Extracted entries -

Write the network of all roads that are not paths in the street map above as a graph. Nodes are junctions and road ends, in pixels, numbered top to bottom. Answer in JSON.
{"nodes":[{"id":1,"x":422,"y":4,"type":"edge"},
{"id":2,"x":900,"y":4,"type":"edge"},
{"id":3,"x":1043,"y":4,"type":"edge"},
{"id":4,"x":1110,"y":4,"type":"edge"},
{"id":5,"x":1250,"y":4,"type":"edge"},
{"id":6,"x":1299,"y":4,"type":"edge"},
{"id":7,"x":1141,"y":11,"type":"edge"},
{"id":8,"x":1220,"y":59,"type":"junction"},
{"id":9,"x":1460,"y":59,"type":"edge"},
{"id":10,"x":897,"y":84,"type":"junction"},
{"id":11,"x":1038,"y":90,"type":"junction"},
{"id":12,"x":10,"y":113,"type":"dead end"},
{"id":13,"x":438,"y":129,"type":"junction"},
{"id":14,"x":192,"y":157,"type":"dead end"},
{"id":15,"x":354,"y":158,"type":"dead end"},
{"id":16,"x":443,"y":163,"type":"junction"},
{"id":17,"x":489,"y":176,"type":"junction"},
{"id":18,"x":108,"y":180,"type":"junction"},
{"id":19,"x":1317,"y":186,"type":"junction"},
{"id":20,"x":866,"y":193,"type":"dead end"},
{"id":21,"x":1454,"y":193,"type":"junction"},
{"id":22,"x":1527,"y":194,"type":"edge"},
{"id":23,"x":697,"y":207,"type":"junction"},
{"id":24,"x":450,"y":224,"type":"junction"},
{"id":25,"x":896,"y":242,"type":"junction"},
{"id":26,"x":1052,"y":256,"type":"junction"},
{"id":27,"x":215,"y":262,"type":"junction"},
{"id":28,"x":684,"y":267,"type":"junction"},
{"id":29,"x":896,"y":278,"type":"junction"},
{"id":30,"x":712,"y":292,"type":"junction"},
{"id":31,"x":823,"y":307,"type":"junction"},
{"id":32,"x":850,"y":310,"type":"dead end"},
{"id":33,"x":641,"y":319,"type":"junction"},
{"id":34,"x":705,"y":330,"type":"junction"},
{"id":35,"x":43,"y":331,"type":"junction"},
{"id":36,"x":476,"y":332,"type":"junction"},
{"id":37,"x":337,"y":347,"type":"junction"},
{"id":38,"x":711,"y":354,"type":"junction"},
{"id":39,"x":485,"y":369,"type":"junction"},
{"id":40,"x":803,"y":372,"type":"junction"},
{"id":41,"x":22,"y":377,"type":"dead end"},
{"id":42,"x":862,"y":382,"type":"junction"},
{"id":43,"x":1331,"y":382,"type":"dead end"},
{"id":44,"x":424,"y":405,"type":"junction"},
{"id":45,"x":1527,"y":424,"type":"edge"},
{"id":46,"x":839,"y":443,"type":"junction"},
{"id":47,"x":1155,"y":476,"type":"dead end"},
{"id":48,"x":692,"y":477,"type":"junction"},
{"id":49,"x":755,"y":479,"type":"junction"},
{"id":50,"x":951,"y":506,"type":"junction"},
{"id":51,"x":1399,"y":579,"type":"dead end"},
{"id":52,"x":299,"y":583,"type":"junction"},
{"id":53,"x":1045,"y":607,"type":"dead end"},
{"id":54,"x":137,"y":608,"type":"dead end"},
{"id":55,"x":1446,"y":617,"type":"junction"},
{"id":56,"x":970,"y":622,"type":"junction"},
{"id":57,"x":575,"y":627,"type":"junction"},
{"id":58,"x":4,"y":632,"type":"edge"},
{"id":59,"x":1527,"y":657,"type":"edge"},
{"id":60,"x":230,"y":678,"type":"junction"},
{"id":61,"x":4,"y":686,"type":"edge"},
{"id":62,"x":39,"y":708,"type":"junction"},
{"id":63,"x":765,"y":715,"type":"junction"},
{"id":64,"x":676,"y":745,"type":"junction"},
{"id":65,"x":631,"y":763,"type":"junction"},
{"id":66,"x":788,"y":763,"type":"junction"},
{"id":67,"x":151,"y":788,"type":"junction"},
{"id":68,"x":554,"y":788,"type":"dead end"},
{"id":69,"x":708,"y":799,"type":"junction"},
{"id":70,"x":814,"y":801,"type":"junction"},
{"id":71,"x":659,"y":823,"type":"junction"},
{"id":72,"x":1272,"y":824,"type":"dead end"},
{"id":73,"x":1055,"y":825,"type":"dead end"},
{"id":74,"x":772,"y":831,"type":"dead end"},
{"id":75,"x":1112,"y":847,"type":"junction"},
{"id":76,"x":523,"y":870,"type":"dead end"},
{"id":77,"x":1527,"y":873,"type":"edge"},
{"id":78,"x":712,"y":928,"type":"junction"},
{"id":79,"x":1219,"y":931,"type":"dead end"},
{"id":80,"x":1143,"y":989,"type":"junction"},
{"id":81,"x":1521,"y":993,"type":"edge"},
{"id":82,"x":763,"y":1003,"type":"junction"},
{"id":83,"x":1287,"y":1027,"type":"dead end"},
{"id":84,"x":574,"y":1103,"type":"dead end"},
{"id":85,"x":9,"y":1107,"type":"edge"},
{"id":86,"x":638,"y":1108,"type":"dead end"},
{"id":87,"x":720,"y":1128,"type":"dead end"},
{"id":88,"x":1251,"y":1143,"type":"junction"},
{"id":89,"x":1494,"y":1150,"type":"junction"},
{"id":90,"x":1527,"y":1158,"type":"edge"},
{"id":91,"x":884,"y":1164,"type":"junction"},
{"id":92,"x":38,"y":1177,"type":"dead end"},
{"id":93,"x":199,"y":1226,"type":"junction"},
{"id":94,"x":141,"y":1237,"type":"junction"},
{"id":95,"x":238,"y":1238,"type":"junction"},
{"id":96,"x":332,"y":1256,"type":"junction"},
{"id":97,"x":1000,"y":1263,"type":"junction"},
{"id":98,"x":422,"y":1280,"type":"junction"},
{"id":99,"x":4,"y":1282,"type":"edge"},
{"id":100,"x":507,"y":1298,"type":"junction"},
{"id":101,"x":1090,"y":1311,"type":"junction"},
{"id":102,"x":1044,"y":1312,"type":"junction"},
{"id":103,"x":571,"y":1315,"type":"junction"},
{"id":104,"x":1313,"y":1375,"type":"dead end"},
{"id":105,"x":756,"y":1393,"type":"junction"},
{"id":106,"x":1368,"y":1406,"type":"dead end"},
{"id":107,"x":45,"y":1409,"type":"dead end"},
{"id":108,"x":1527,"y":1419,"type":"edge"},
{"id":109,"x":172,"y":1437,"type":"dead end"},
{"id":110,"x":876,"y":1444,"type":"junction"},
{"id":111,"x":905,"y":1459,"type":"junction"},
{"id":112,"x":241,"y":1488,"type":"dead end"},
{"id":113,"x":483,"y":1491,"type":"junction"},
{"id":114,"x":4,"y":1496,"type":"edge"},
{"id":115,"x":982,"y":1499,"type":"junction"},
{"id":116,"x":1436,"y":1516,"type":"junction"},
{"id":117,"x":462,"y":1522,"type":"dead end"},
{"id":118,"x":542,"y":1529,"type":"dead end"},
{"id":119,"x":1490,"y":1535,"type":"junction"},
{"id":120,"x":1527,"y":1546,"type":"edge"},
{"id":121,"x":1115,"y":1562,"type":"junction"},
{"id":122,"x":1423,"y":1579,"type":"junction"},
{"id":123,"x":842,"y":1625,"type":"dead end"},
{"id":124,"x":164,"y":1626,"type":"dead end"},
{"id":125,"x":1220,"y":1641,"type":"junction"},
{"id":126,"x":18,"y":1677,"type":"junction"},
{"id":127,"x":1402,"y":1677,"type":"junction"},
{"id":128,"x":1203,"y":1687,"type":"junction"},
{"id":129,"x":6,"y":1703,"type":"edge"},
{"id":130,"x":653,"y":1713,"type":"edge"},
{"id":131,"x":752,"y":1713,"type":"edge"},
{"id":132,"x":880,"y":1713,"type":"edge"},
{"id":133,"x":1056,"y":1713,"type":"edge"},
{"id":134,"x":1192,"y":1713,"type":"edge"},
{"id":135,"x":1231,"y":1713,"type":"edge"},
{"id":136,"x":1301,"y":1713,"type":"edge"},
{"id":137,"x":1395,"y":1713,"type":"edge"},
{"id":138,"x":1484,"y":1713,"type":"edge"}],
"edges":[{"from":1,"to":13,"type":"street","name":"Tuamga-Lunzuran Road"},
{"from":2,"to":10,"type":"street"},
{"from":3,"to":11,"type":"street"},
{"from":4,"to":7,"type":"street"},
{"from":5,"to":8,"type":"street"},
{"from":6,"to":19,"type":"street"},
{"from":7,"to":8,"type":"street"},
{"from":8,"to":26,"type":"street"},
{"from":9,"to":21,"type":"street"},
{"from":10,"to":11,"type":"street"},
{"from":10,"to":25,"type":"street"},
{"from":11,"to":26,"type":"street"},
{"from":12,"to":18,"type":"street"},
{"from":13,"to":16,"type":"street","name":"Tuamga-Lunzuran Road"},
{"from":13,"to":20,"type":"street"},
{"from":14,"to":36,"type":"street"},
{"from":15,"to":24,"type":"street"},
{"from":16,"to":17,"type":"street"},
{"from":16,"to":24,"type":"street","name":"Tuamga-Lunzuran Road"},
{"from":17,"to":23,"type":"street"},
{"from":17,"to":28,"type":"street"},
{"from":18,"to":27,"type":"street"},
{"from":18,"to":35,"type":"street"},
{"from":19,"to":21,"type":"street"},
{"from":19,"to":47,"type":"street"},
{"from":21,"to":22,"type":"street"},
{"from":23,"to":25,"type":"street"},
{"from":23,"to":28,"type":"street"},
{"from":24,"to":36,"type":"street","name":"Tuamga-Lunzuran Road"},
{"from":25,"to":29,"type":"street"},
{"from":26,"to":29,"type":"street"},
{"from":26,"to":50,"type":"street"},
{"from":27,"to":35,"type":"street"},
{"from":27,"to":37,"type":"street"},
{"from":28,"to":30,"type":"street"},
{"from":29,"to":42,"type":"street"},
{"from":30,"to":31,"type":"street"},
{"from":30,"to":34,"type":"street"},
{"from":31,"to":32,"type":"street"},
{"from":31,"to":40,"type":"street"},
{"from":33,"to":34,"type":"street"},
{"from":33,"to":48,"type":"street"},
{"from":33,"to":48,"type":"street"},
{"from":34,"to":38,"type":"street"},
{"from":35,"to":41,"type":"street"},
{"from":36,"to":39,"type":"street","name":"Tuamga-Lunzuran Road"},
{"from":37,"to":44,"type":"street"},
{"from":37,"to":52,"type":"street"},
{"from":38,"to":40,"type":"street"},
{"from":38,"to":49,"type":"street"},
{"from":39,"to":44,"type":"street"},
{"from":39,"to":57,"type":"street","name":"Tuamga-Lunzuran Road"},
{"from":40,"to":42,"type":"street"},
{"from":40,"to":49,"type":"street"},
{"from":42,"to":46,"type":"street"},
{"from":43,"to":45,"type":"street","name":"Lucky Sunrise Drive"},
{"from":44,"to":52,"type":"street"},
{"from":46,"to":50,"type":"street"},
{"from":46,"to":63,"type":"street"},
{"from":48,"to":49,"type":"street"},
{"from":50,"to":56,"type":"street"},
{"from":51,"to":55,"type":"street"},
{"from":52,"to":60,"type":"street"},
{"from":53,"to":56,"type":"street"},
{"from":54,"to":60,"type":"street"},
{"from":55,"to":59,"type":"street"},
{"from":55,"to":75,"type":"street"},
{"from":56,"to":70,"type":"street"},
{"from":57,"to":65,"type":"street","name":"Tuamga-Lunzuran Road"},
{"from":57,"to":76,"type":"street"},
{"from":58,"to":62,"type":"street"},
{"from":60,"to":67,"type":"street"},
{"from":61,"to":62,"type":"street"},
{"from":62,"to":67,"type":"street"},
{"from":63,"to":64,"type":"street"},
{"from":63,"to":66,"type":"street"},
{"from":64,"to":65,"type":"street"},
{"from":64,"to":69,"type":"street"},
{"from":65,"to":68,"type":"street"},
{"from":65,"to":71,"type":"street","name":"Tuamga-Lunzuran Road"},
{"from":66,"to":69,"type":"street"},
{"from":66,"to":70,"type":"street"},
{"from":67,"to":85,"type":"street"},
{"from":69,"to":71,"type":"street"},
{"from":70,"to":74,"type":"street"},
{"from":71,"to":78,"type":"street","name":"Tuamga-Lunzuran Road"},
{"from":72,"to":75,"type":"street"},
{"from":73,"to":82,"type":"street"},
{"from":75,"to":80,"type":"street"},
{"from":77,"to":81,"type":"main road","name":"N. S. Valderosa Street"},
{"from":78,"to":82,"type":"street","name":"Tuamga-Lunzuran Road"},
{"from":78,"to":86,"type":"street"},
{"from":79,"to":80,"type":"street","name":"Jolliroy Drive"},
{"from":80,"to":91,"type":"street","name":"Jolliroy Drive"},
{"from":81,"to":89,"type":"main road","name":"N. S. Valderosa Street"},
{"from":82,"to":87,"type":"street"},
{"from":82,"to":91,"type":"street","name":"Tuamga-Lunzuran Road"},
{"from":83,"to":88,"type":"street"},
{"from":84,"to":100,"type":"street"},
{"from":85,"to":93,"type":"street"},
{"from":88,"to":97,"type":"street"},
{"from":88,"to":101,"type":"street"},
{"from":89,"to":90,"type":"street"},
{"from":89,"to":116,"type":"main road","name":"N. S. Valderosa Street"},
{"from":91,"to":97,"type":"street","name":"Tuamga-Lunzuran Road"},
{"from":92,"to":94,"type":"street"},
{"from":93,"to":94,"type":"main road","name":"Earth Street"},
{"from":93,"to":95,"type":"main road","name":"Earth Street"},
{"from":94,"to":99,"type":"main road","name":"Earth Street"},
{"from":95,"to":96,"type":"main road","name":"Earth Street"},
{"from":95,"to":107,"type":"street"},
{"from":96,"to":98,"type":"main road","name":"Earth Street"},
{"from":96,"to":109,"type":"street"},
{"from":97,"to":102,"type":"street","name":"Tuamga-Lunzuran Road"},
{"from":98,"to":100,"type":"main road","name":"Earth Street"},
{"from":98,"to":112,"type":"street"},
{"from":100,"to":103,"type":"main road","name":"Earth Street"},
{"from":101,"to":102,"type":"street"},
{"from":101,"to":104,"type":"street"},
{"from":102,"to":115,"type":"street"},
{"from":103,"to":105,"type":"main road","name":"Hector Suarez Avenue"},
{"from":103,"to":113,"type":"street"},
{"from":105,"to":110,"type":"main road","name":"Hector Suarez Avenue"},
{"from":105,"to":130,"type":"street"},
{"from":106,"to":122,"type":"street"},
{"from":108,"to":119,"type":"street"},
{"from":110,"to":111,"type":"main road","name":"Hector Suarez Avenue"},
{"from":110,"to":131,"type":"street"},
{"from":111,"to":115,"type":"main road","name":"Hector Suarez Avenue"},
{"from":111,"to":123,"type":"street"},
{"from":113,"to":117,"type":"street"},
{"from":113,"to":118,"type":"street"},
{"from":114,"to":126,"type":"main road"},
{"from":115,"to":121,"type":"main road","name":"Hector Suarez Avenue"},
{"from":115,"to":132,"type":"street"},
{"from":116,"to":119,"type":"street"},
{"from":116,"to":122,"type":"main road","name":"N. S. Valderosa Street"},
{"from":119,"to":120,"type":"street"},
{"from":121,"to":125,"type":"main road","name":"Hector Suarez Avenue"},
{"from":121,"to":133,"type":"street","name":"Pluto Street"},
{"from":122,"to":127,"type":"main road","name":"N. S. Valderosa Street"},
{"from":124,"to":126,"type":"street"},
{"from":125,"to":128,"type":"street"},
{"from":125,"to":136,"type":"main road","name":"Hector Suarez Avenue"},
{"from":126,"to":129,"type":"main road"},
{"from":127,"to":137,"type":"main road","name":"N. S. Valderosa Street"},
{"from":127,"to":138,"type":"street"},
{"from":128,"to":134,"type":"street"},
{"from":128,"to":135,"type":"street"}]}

Work item - Wherever the string "Jolliroy" appears in the records above, copy the line it sits in.

Answer space -
{"from":79,"to":80,"type":"street","name":"Jolliroy Drive"},
{"from":80,"to":91,"type":"street","name":"Jolliroy Drive"},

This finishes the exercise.